CIREBON, Jawa Barat — Banjir yang melanda Kabupaten Cirebon terus meluas. Badan Penanggulangan Bencana Daerah (BPBD) mencatat, hingga Minggu (14/12/2025), sedikitnya 22 desa dan kelurahan di 10 kecamatan terdampak, dengan 6.530 warga terimbas genangan.
Kepala Bidang Kedaruratan dan Logistik BPBD Kabupaten Cirebon, Hadi Eko, mengatakan banjir mulai masuk ke permukiman warga sejak Sabtu malam sekitar pukul 23.00 WIB, menyusul hujan berintensitas tinggi yang turun cukup lama.
“Hujan deras menyebabkan sejumlah sungai meluap dan air menggenangi kawasan permukiman,” kata Hadi.

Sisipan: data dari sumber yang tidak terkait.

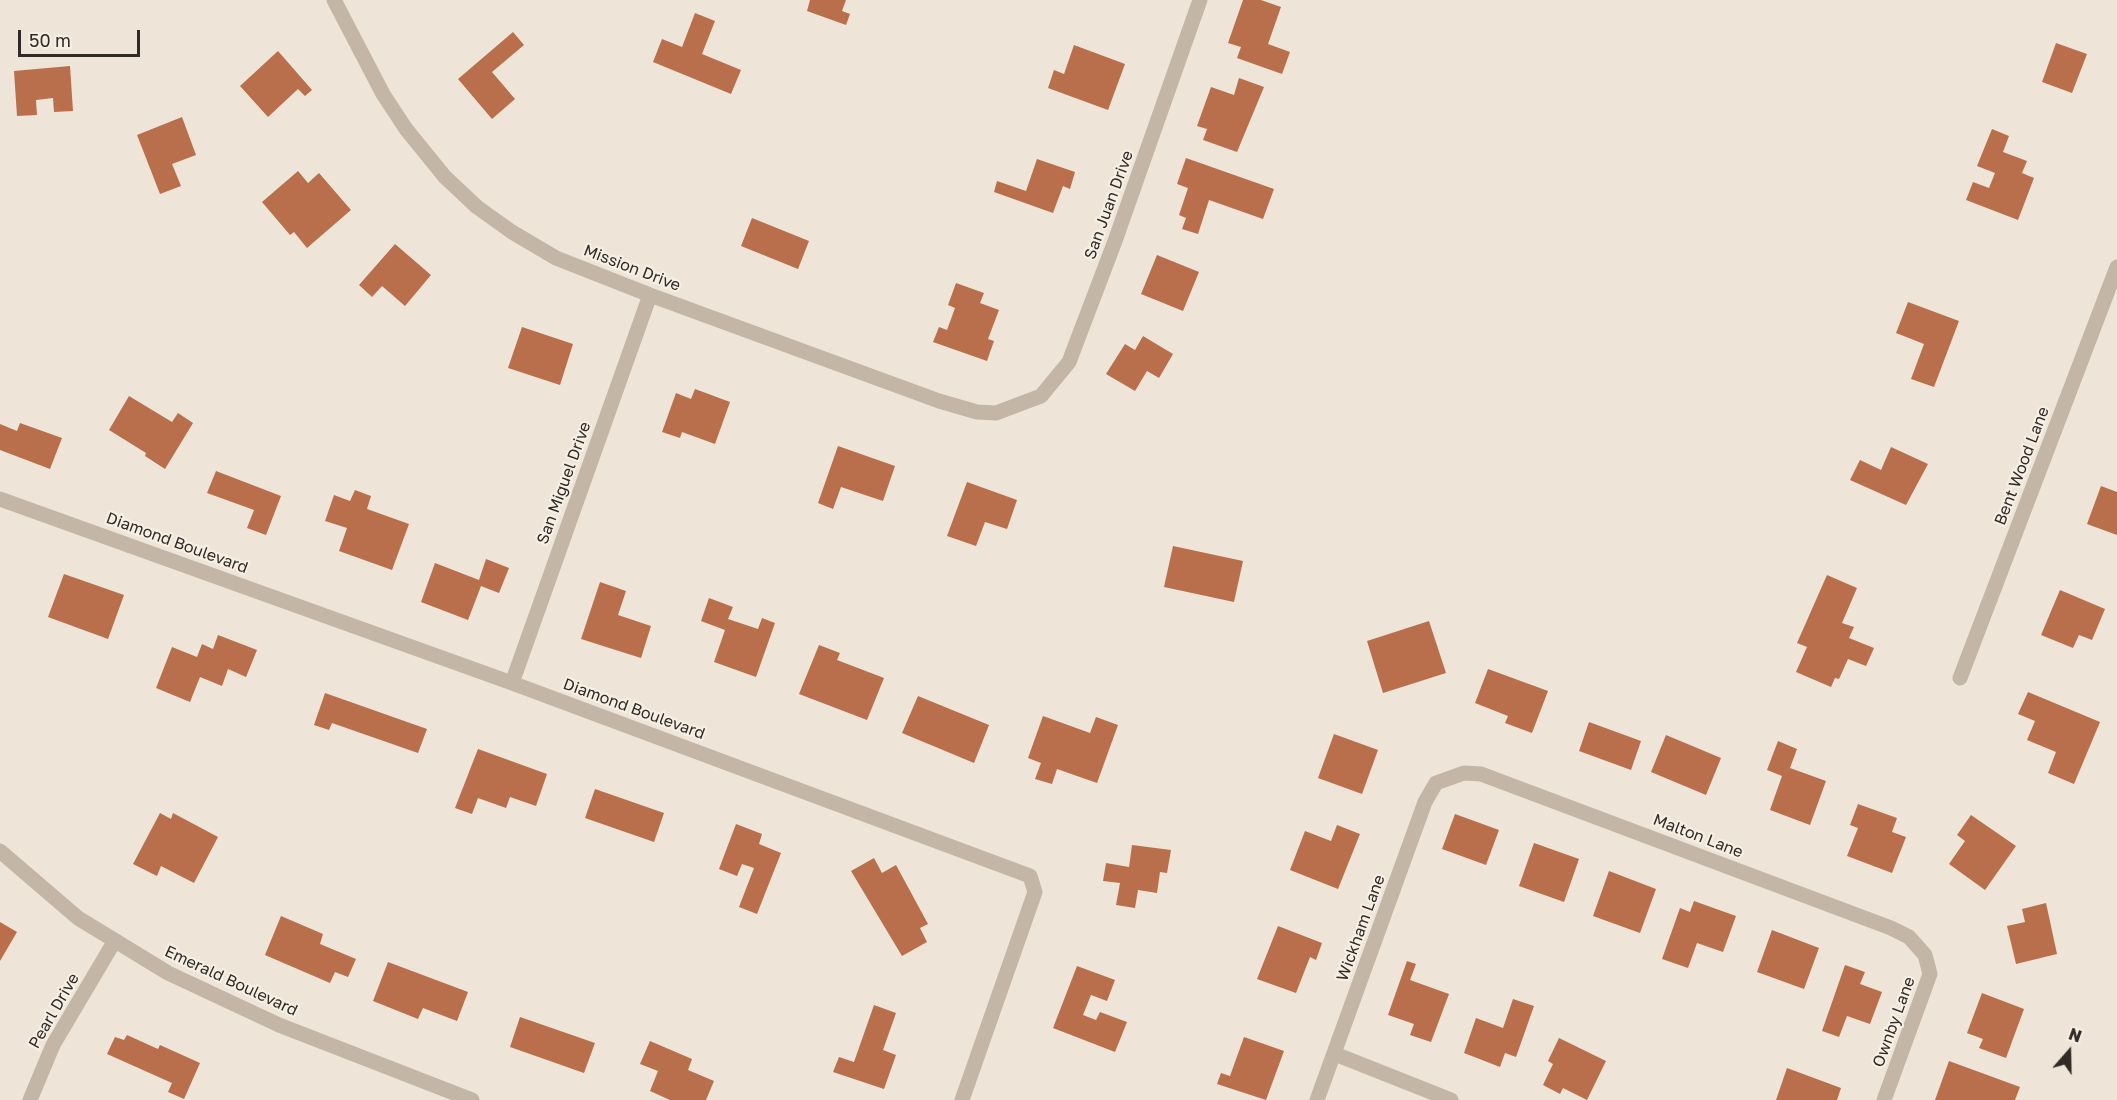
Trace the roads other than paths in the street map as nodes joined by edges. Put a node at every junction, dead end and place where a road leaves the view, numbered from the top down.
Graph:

Ketinggian air di wilayah terdampak bervariasi, mulai dari 10 sentimeter hingga mencapai 1 meter. Selain rumah warga, banjir juga merendam area persawahan, akses jalan, serta sejumlah fasilitas umum, termasuk sekolah dan tempat ibadah.
BPBD bersama unsur terkait masih melakukan evakuasi, terutama terhadap kelompok rentan seperti lansia, ibu hamil, dan anak-anak yang terjebak di rumah.
“Hingga siang ini kami masih memantau debit air sungai. Belum ada tanda-tanda surut,” ujarnya.
Sebagian warga memilih mengungsi ke lokasi yang lebih aman, sementara anggota keluarga lainnya bertahan di rumah untuk menjaga barang-barang berharga. BPBD mengimbau masyarakat tetap waspada, mengingat potensi hujan masih terjadi di wilayah Cirebon dan sekitarnya.